Try to correctly type this on a smartphone: $1033_3rd_#206$. It’s a beautifully strong password – mixing letters with numbers with other characters – but it is not a password you want to attempt on an iPhone.
That is forcing eyes to look afresh at biometrics and, word from industry leaders, is that the reliability is soaring just as ease of use also is increasing. Already, most of the leading financial institutions have pilots involving biometric logins, often only involving employees at this stage.
But the reality is: if the username/password login is broken, something has to replace it and the best bet appears to be a biometric, mainly because that is something we always have with us. The other plus: most of the leading biometric tools revolve around harnessing the smartphone as a delivery mechanism and the phone of course also is something we almost always have.
“Biometrics are better than user ID and password. They test who you are,” said Charles Foley, CEO of Watchful Software, a biometrics company, in an interview.
Where the confusion thickens is that, frankly, right now there is no clear leader in the race to biometric dominance.
The eye is what Toby Rush, CEO EyeVerify, said is the tool to beat. His system –which revolves around a short video of the eye, taken with the tools built into any newer smartphone – “involves using nothing special. You have your eye and you have the phone,” said Rush.
Rush said EyeVerify already is in pilots with several banks and “soon” will go into pilots with a few credit unions – he declined to name names.
What about the user who is suffering a horrendous allergic attack, or who maybe just is suffering a terrible hangover, and whose eyes are patches of red? Rush said that would not impact the eye print identification – “we look at the big blood vessels, not the small capillaries.”
But he also said that any implementation would build in alternative login avenues for use if eye printing failed for any reason (maybe the phone camera simply broke). “That won’t be a problem for us,” said Rush, who predicted that “next year you will see mass adoption of eye prints.”
Voice is what Joram Borenstein, an executive with NICE Actimize, said will be the breakthrough biometric. The advantages: you (almost) always have your voice with you and it is natural with a phone.
“Voice is getting lots of consideration right now,” said Borenstein.
“Voice print technology has gotten much better – faster to process, more reliable – in just the last 18 months,” said Borenstein.

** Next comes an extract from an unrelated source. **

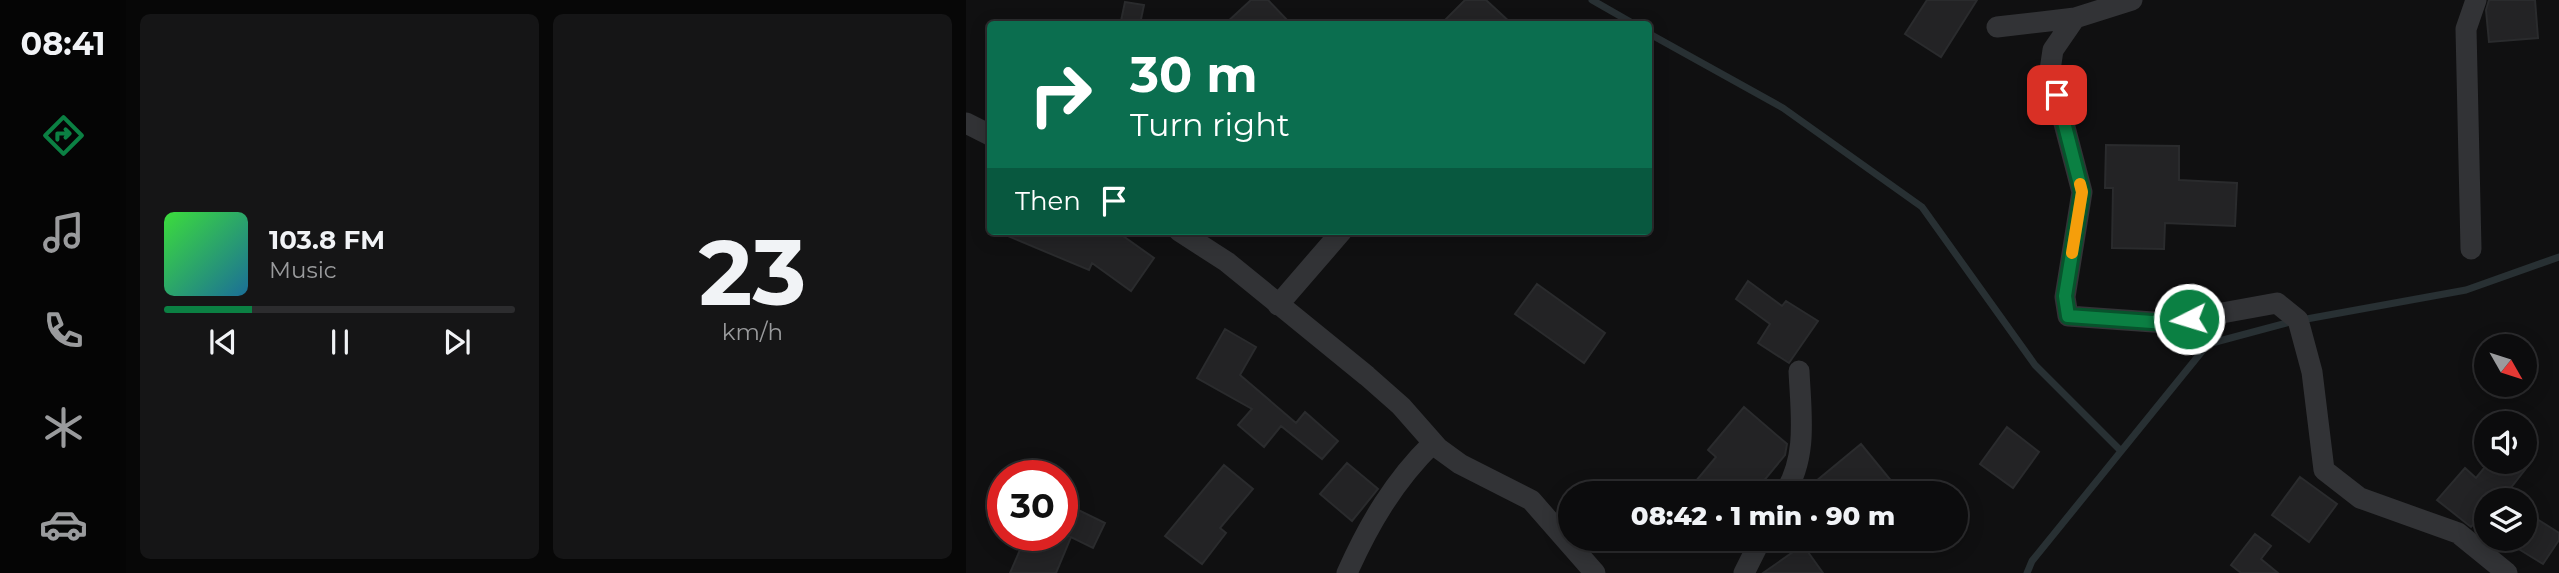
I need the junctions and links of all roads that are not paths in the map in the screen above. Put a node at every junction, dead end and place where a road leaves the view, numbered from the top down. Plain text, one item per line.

Cellular networks also keep getting better and smartphones are making substantial progress in canceling out extraneous noises (sounds of traffic, wind, or maybe just the din in a bustling coffee shop).
The main hurdle: “People don’t like the enrollment process,” admitted Borenstein.
Usually that consists of reading a series of frequently nonsensical words or numbers or both – the idea is to get lots of sounds.
Note: success generally is higher in using voice to authenticate identity (as a password substitute) than using it to drive transactions. In the former the system just has to know who is calling. In the latter it has to understand the difference between “pay PGE” and “pay PSEG” and that is not an easy problem.
The authentication piece is gaining fans, fast, however. Already, said Borenstein, some banks “are embedding voice authentication into their apps.”
Watch for more and bigger voice pilots soon.
Further out is what Foley called “next-generation biometrics. Software based. Call this e-biometrics.”
He gave this illustration: “There’s a science of keystroke dynamics that can be used to set a biometric marker. Typing is learned. Everybody types differently. There is for instance dwell time – how many microseconds your finger is pressing on the key. There also is flight time – how fast you move from one key to another.”
Collect the data involved in typing – which could be on glass, it does not necessarily involve a physical keyboard – and, said Foley, a biometric that is every bit as accurate and reliable as a fingerprint can be established. “These biometrics will be based on knowing things about the individual user.”
In Foley’s opinion, we are much more likely to readily accept e-biometrics – which simply measure what we already do – than we are other biometrics which at least in some corners still are looked at as invasive.
“Over the next 10 years you will see rapid ramp up of e-biometrics,” predicted Foley. “Most people wouldn’t be afraid of this behavior modeling and, that quickly, we will solve the problem of the broken username/password security model.”